Task statement
Looking at the data below, state how many lines contain "Grão". No other words are wanted.

Start of Block

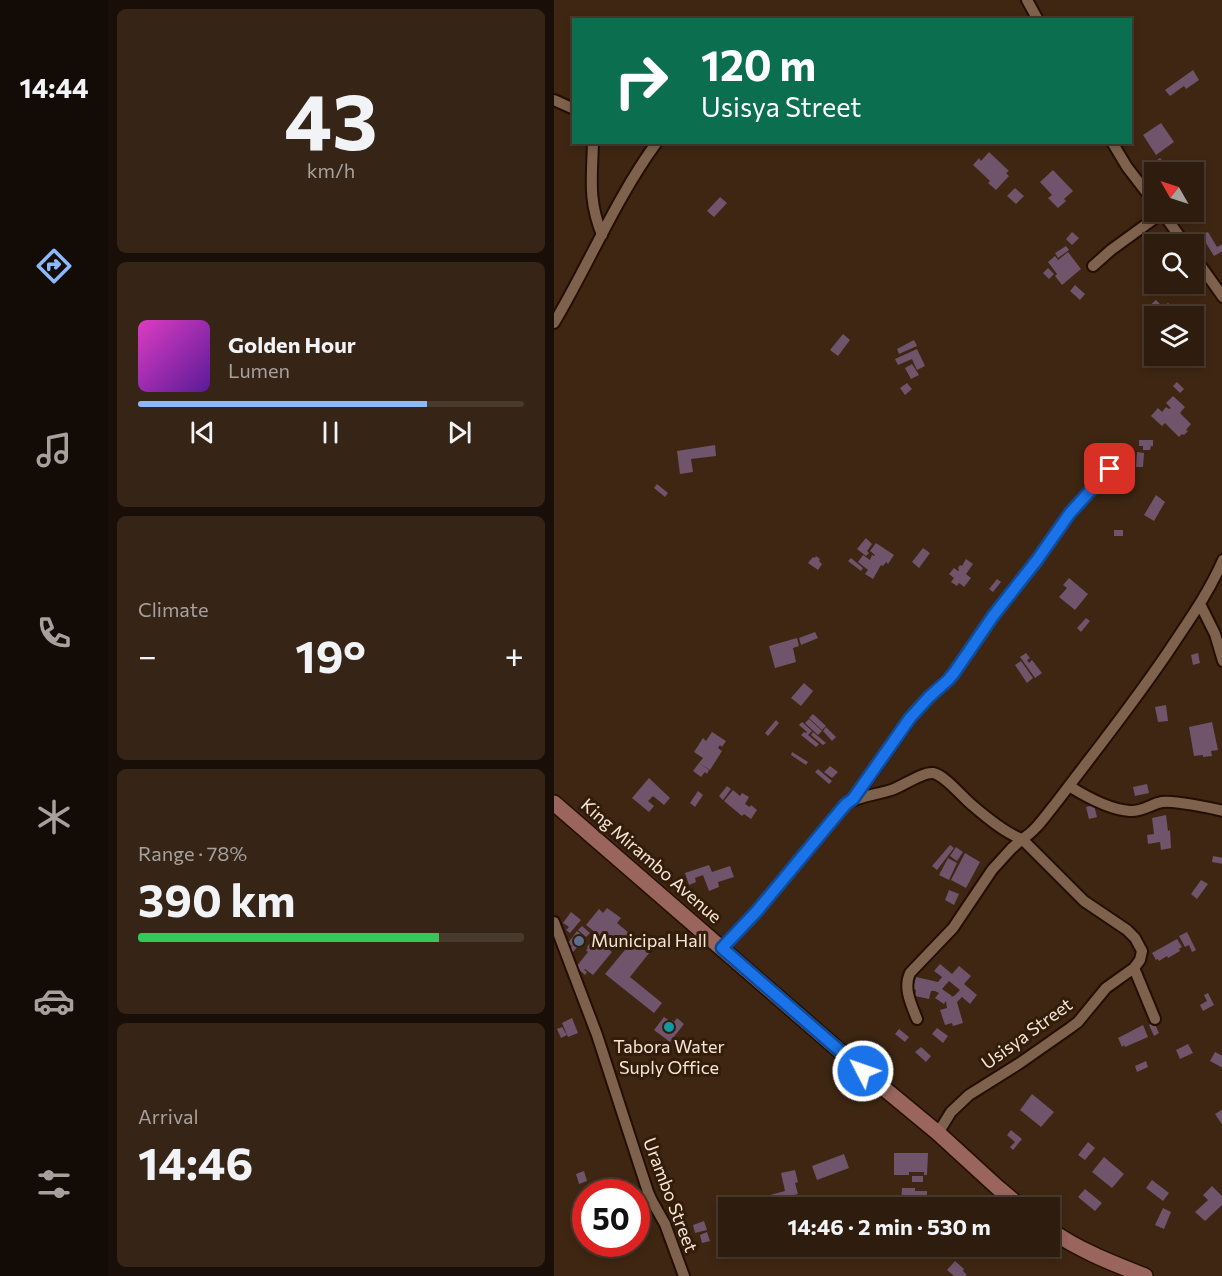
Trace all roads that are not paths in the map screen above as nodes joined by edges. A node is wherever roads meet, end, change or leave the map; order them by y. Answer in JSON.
{"nodes":[{"id":1,"x":1027,"y":0,"type":"edge"},
{"id":2,"x":1037,"y":18,"type":"edge"},
{"id":3,"x":554,"y":100,"type":"edge"},
{"id":4,"x":572,"y":108,"type":"edge"},
{"id":5,"x":593,"y":144,"type":"edge"},
{"id":6,"x":656,"y":144,"type":"edge"},
{"id":7,"x":1113,"y":144,"type":"edge"},
{"id":8,"x":1144,"y":189,"type":"edge"},
{"id":9,"x":1149,"y":222,"type":"edge"},
{"id":10,"x":602,"y":235,"type":"junction"},
{"id":11,"x":1093,"y":266,"type":"dead end"},
{"id":12,"x":1204,"y":270,"type":"edge"},
{"id":13,"x":1223,"y":297,"type":"edge"},
{"id":14,"x":554,"y":323,"type":"edge"},
{"id":15,"x":1110,"y":469,"type":"dead end"},
{"id":16,"x":1223,"y":560,"type":"edge"},
{"id":17,"x":1200,"y":604,"type":"junction"},
{"id":18,"x":1223,"y":661,"type":"edge"},
{"id":19,"x":1069,"y":786,"type":"junction"},
{"id":20,"x":853,"y":799,"type":"junction"},
{"id":21,"x":554,"y":803,"type":"edge"},
{"id":22,"x":1223,"y":811,"type":"edge"},
{"id":23,"x":1022,"y":840,"type":"junction"},
{"id":24,"x":554,"y":922,"type":"edge"},
{"id":25,"x":722,"y":948,"type":"junction"},
{"id":26,"x":1134,"y":968,"type":"junction"},
{"id":27,"x":917,"y":1019,"type":"dead end"},
{"id":28,"x":1155,"y":1019,"type":"dead end"},
{"id":29,"x":938,"y":1133,"type":"junction"},
{"id":30,"x":1009,"y":1197,"type":"edge"},
{"id":31,"x":1060,"y":1236,"type":"edge"},
{"id":32,"x":684,"y":1276,"type":"edge"},
{"id":33,"x":1145,"y":1276,"type":"edge"}],
"edges":[{"from":1,"to":2,"type":"street"},
{"from":3,"to":4,"type":"street"},
{"from":5,"to":10,"type":"street"},
{"from":6,"to":10,"type":"street"},
{"from":7,"to":8,"type":"street"},
{"from":9,"to":11,"type":"street"},
{"from":10,"to":14,"type":"street"},
{"from":12,"to":13,"type":"street"},
{"from":15,"to":20,"type":"street"},
{"from":16,"to":17,"type":"street"},
{"from":17,"to":18,"type":"street"},
{"from":17,"to":19,"type":"street"},
{"from":19,"to":22,"type":"street"},
{"from":19,"to":23,"type":"street"},
{"from":20,"to":23,"type":"street"},
{"from":20,"to":25,"type":"street"},
{"from":21,"to":25,"type":"main road","name":"King Mirambo Avenue"},
{"from":23,"to":26,"type":"street"},
{"from":23,"to":27,"type":"street"},
{"from":24,"to":32,"type":"street","name":"Urambo Street"},
{"from":25,"to":29,"type":"main road","name":"King Mirambo Avenue"},
{"from":26,"to":28,"type":"street"},
{"from":26,"to":29,"type":"street","name":"Usisya Street"},
{"from":29,"to":30,"type":"main road","name":"King Mirambo Avenue"},
{"from":31,"to":33,"type":"main road"}]}
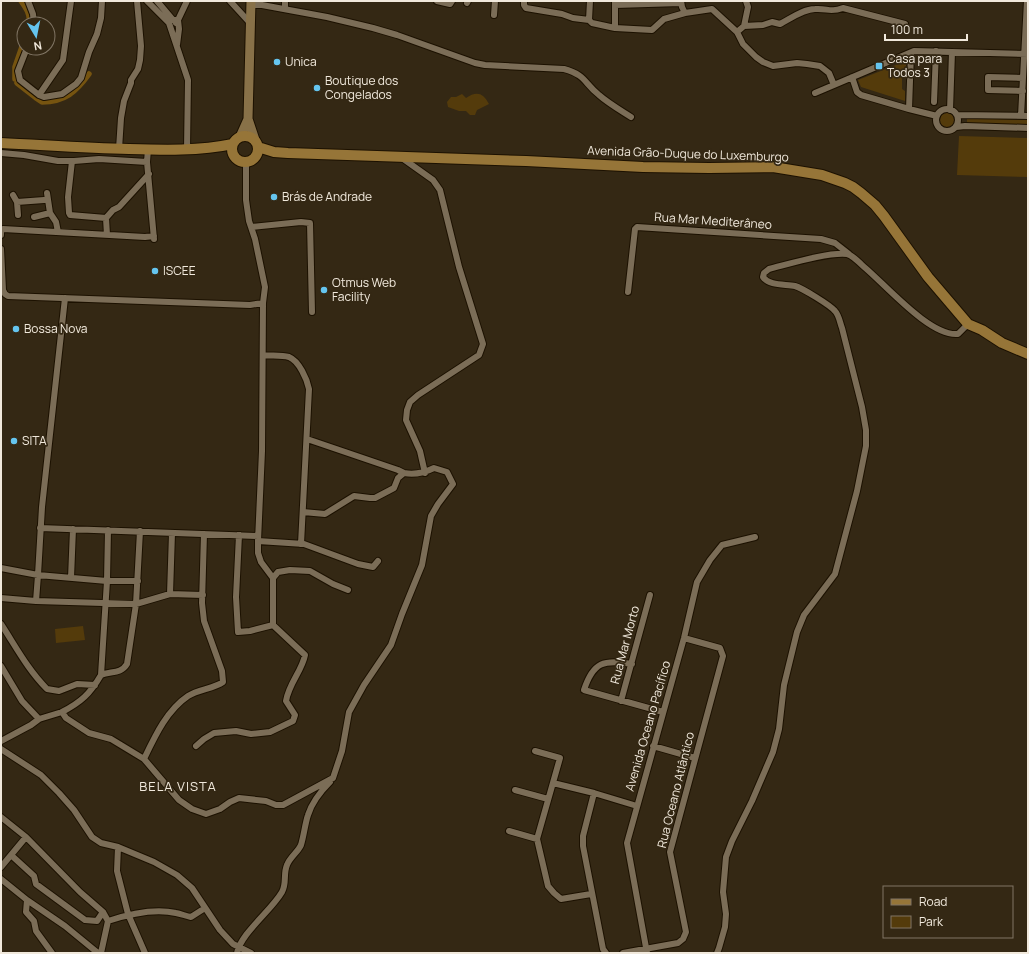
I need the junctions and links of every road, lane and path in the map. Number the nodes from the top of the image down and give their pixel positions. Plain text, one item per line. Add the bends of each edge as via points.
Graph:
1 (28, 1) edge
2 (71, 1) edge
3 (102, 1) edge
4 (137, 1) edge
5 (147, 1) edge
6 (157, 1) edge
7 (187, 1) edge
8 (230, 1) edge
9 (285, 1) edge
10 (437, 1) edge
11 (495, 1) edge
12 (590, 1) edge
13 (746, 1) edge
14 (1027, 1) edge
15 (451, 2) edge
16 (681, 2) edge
17 (251, 3) edge
18 (615, 3) edge
19 (524, 4) edge
20 (284, 9) junction
21 (685, 12) junction
22 (494, 15) dead end
23 (33, 16) edge
24 (178, 20) junction
25 (589, 20) junction
26 (169, 23) junction
27 (251, 24) junction
28 (905, 24) dead end
29 (744, 26) junction
30 (615, 28) junction
31 (737, 32) junction
32 (176, 47) junction
33 (936, 51) junction
34 (952, 52) junction
35 (911, 53) junction
36 (1026, 54) edge
37 (25, 56) edge
38 (852, 78) junction
39 (1023, 78) junction
40 (834, 85) junction
41 (1023, 91) junction
42 (815, 93) dead end
43 (39, 95) junction
44 (934, 102) dead end
45 (909, 109) junction
46 (950, 110) junction
47 (957, 115) junction
48 (631, 116) dead end
49 (937, 116) junction
50 (1021, 116) junction
51 (1028, 116) edge
52 (248, 119) junction
53 (956, 127) junction
54 (1028, 128) edge
55 (236, 140) junction
56 (1, 143) edge
57 (119, 148) junction
58 (214, 148) junction
59 (256, 148) junction
60 (148, 149) junction
61 (187, 149) junction
62 (1, 153) edge
63 (401, 157) junction
64 (235, 158) junction
65 (72, 161) junction
66 (147, 162) junction
67 (246, 162) junction
68 (148, 174) junction
69 (47, 193) dead end
70 (13, 195) dead end
71 (44, 200) dead end
72 (17, 202) junction
73 (50, 213) junction
74 (18, 215) dead end
75 (34, 217) dead end
76 (106, 218) junction
77 (251, 227) junction
78 (58, 232) junction
79 (1, 235) edge
80 (107, 235) junction
81 (1, 249) edge
82 (849, 254) junction
83 (628, 292) dead end
84 (65, 298) junction
85 (264, 303) junction
86 (312, 312) dead end
87 (968, 324) junction
88 (1028, 354) edge
89 (263, 355) junction
90 (307, 439) junction
91 (404, 473) junction
92 (425, 473) junction
93 (303, 512) junction
94 (40, 528) junction
95 (73, 529) junction
96 (108, 530) junction
97 (140, 532) junction
98 (172, 533) junction
99 (204, 534) junction
100 (239, 535) junction
101 (755, 537) dead end
102 (258, 539) junction
103 (301, 544) junction
104 (378, 561) dead end
105 (1, 568) edge
106 (38, 575) junction
107 (71, 578) junction
108 (273, 578) junction
109 (108, 581) junction
110 (138, 581) junction
111 (348, 590) dead end
112 (170, 594) junction
113 (202, 595) junction
114 (650, 595) dead end
115 (1, 598) edge
116 (36, 601) junction
117 (106, 604) junction
118 (136, 604) junction
119 (1, 624) edge
120 (273, 625) junction
121 (684, 638) junction
122 (632, 664) junction
123 (1, 666) edge
124 (101, 675) junction
125 (95, 685) junction
126 (621, 701) junction
127 (62, 712) junction
128 (663, 712) junction
129 (39, 719) junction
130 (1, 741) edge
131 (196, 746) dead end
132 (653, 746) junction
133 (1, 749) edge
134 (535, 751) dead end
135 (695, 758) junction
136 (144, 759) junction
137 (333, 778) junction
138 (553, 783) junction
139 (515, 790) dead end
140 (594, 793) junction
141 (548, 799) junction
142 (637, 806) junction
143 (1, 817) edge
144 (509, 831) dead end
145 (26, 836) junction
146 (537, 839) junction
147 (118, 847) junction
148 (11, 855) junction
149 (1, 866) edge
150 (1, 879) edge
151 (591, 894) junction
152 (28, 900) junction
153 (205, 908) junction
154 (41, 910) junction
155 (103, 912) junction
156 (128, 914) junction
157 (34, 921) junction
158 (108, 921) junction
159 (238, 950) edge
160 (647, 951) edge
161 (52, 953) edge
162 (98, 953) edge
163 (101, 953) edge
164 (145, 953) edge
165 (251, 953) edge
166 (606, 953) edge
167 (623, 953) edge
168 (717, 953) edge

1 - 23 street
2 - 43 street via 63,60
3 - 43 street via 98,30 76,84 62,94 48,97
4 - 57 street via 140,60 124,101
5 - 26 street
6 - 24 street via 173,20
7 - 24 street
8 - 27 street
9 - 20 street
10 - 15 street
11 - 22 street
12 - 25 street
13 - 29 street via 748,7
14 - 36 street
16 - 18 street
16 - 21 street
17 - 20 street
17 - 27 street
18 - 30 street
19 - 25 street
20 - 48 street via 397,35 475,63 573,71 586,80 601,97
21 - 30 street via 664,19 652,30
21 - 31 street via 712,10
24 - 26 street via 174,24
24 - 32 street
25 - 30 street via 592,24
26 - 32 street
27 - 52 street
28 - 29 street via 843,8 833,11 814,8 780,24 772,22
29 - 31 street
31 - 40 street via 743,44 756,57 770,65 820,66 829,73
32 - 61 street via 188,80
33 - 34 street
33 - 35 street
33 - 44 street
34 - 36 street
34 - 46 street
35 - 38 street
35 - 45 street
36 - 39 street
37 - 43 street via 18,77
38 - 40 street
38 - 45 street via 859,93
39 - 41 street
39 - 41 street via 988,77 988,90
40 - 42 street
41 - 50 street
45 - 49 street
46 - 47 street
46 - 49 street via 944,110
47 - 50 street
47 - 53 street
49 - 53 street via 938,125 943,130
50 - 51 street
52 - 55 street
52 - 59 street
53 - 54 street
55 - 58 main road
55 - 59 main road via 247,136
55 - 64 main road via 232,151
56 - 57 main road
57 - 60 main road
58 - 61 main road
58 - 64 main road
59 - 63 main road, Avenida Grão-Duque do Luxemburgo via 274,152
59 - 67 main road via 252,160
60 - 61 main road
60 - 66 street
62 - 65 street
63 - 87 main road, Avenida Grão-Duque do Luxemburgo via 650,167 773,167 822,175 853,187 875,205 928,277
63 - 92 street via 434,180 440,190 459,267 483,344 479,356 418,395 408,406 406,420 420,451
64 - 67 main road
65 - 66 street via 99,159
65 - 76 street via 68,213 70,216
66 - 68 street
67 - 77 street via 246,200
68 - 76 street
68 - 80 street via 154,237
69 - 73 street
70 - 72 street
71 - 72 street
72 - 74 street
73 - 75 street
73 - 78 street via 56,222
76 - 80 street
77 - 85 street via 265,287
77 - 86 street via 310,223
78 - 79 street via 3,229
78 - 80 street
81 - 84 street via 5,294
82 - 83 street, Rua Mar Mediterâneo via 835,243 821,239 638,227 635,229
82 - 87 street via 931,326 950,335 958,334
82 - 168 street via 835,254 769,269 763,277 769,282 797,286 834,311 839,319 862,407 866,446 835,574 804,615 797,632 784,685 779,729 773,752 726,857 723,892 725,927
84 - 85 street via 250,305
84 - 94 street
85 - 89 street
87 - 88 main road, Avenida Grão-Duque do Luxemburgo
89 - 90 street via 290,358 299,366 307,380
89 - 102 street
90 - 91 street
90 - 93 street
91 - 92 street
91 - 93 street via 398,478 394,488 375,498 354,496 326,514
92 - 137 street via 434,468 447,472 453,484 431,516 422,564 391,645 349,712 342,751
93 - 103 street
94 - 95 street
94 - 106 street
95 - 96 street
95 - 107 street
96 - 97 street
96 - 109 street
97 - 98 street
97 - 110 street
98 - 99 street
98 - 112 street
99 - 100 street
99 - 113 street
100 - 102 street
100 - 120 street via 236,597 238,632
101 - 121 street, Avenida Oceano Pacífico via 722,545 710,560 697,582
102 - 103 street
102 - 108 street via 261,562
103 - 104 street via 358,564 373,567
105 - 106 street
106 - 107 street
106 - 116 street
107 - 109 street
108 - 111 street via 278,572 310,571
108 - 120 street
109 - 110 street
109 - 117 street
110 - 118 street
112 - 113 street
112 - 118 street
113 - 136 street via 204,621 222,671 222,682 218,686 208,687 189,696 175,708 158,731
114 - 122 street, Rua Mar Morto
115 - 116 street
116 - 117 street
117 - 118 street
117 - 124 street
118 - 124 street via 127,664 119,672
119 - 125 street via 22,659 47,689 59,690 77,684
120 - 131 street via 305,655 304,662 288,690 286,701 295,715 293,721 270,732 251,734 236,730 214,733
121 - 128 street, Avenida Oceano Pacífico
121 - 135 street, Rua Oceano Atlântico via 720,648 723,656
122 - 126 street, Rua Mar Morto
122 - 126 street via 614,661 597,667 588,678 584,690
123 - 129 street via 22,701
124 - 125 street
125 - 127 street via 78,704
126 - 128 street
127 - 129 street
127 - 136 street via 66,718 89,733 111,739
128 - 132 street, Avenida Oceano Pacífico
129 - 130 street via 26,729
132 - 135 street
132 - 142 street, Avenida Oceano Pacífico
133 - 147 street via 50,784 74,810 92,837 101,843
134 - 138 street via 560,758
135 - 160 street, Rua Oceano Atlântico via 670,852 686,932 678,943
136 - 137 street via 179,800 192,809 206,814 239,798 283,804
137 - 159 street via 308,813 300,846 287,864 285,886 274,903 245,936
138 - 140 street
138 - 141 street
139 - 141 street
140 - 142 street
140 - 151 street via 583,836
141 - 146 street
142 - 160 street, Avenida Oceano Pacífico via 627,843
143 - 145 street
144 - 146 street
145 - 148 street
145 - 155 street
146 - 151 street via 548,886 554,894 561,899
147 - 153 street via 177,874 192,888
147 - 156 street via 117,871
148 - 149 street
148 - 155 street via 34,876 36,884 85,920 97,921
150 - 152 street
151 - 166 street
152 - 154 street
152 - 157 street via 26,912
153 - 156 street via 191,917 176,912
153 - 159 street
154 - 157 street
154 - 162 street
155 - 158 street
156 - 158 street
156 - 164 street
157 - 161 street via 36,931
158 - 163 street
159 - 165 street
160 - 167 street, Rua Oceano Atlântico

End of Block

Response area
3